レヴィンは自分が十歳の頃に出会った少年のこと、周囲に馴染めない自分の唯一の友人だったこと、十五歳のときに彼が突如として姿を消したことを話した。
さすがに出会った場所は宮廷であり、自分は第六王子だということは伏せた。
「それで、この街でクオンを見かけたから、その時の友人かどうか確かめたい、と」
レヴィンはうなずいた。
「そもそもさ、そいつの名前、『クオン』なのか?」
「……ちがいます」
「なんて名?」
このやり取りには覚えがある。レヴィンは彼の名はリウだと言った。するとロッドは開いた口を一度閉じ、声を落とした。
「それは……。別人じゃないのか?」
そうだ。誰だってそう思うのがふつうだ。だが、レヴィンはそうは思えなかった。
目に力がこもる。
「よく似ているんです、とても。あまりにも似ているから、本人かどうか確かめたいんです」
「けど、名前が違うだろ」
「何か理由があって、名前を変えたのかもしれない」
レヴィンが言うと、ロッドは頬に当てていた手を口にあて、窓の外を見た。そのまま動かなくなった。
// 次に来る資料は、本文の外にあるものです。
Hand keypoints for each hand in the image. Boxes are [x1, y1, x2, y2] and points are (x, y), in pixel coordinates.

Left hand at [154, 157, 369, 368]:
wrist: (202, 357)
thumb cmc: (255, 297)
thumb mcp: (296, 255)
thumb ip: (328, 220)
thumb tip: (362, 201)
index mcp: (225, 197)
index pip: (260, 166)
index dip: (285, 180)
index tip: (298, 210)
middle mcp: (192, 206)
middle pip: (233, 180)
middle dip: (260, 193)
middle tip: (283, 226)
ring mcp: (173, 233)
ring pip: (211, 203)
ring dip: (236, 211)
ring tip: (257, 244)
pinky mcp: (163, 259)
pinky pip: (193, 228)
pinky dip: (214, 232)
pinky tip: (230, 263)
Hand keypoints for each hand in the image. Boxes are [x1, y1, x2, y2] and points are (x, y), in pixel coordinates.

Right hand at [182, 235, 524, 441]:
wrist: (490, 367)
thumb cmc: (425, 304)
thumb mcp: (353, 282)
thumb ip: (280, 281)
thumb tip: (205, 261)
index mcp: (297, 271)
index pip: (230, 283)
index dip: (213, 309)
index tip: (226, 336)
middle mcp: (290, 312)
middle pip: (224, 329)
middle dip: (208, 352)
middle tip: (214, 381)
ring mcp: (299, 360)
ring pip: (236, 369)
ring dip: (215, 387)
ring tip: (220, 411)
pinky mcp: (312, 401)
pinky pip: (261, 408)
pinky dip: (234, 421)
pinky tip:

客が店員を呼ぶ声が聞こえる。しばらく黙したままでいると、注文していた食事がきた。
皿の半分に肉が盛ってあり、申し訳ない程度に野菜が乗せられている。
ロッドは無造作に肉を切り、口に放り込んだ。レヴィンもそれを見て、肉を切る。
食事中、会話は一切なかった。ロッドは食べながら何かを考えている感じだったので、レヴィンも話しかけなかった。
ロッドは早々に食べ上げ、レヴィンの食事が終わるのを待っていた。
食べ終わり、水を飲んで一息つくと、ロッドは両手を付いて立ち上がった。
「クオンのところに連れていってやるよ」
どうやら友人の査定に合格したようだ。レヴィンは口元を綻ばせた。
「ありがとう」
丁寧に頭を下げ、立ち上がる。ロッドが店員に硬貨を渡そうとしたので、レヴィンは制止した。二人分の硬貨を渡す。
「礼にしては安いと思うが」と言うと「十分だ」とロッドは言った。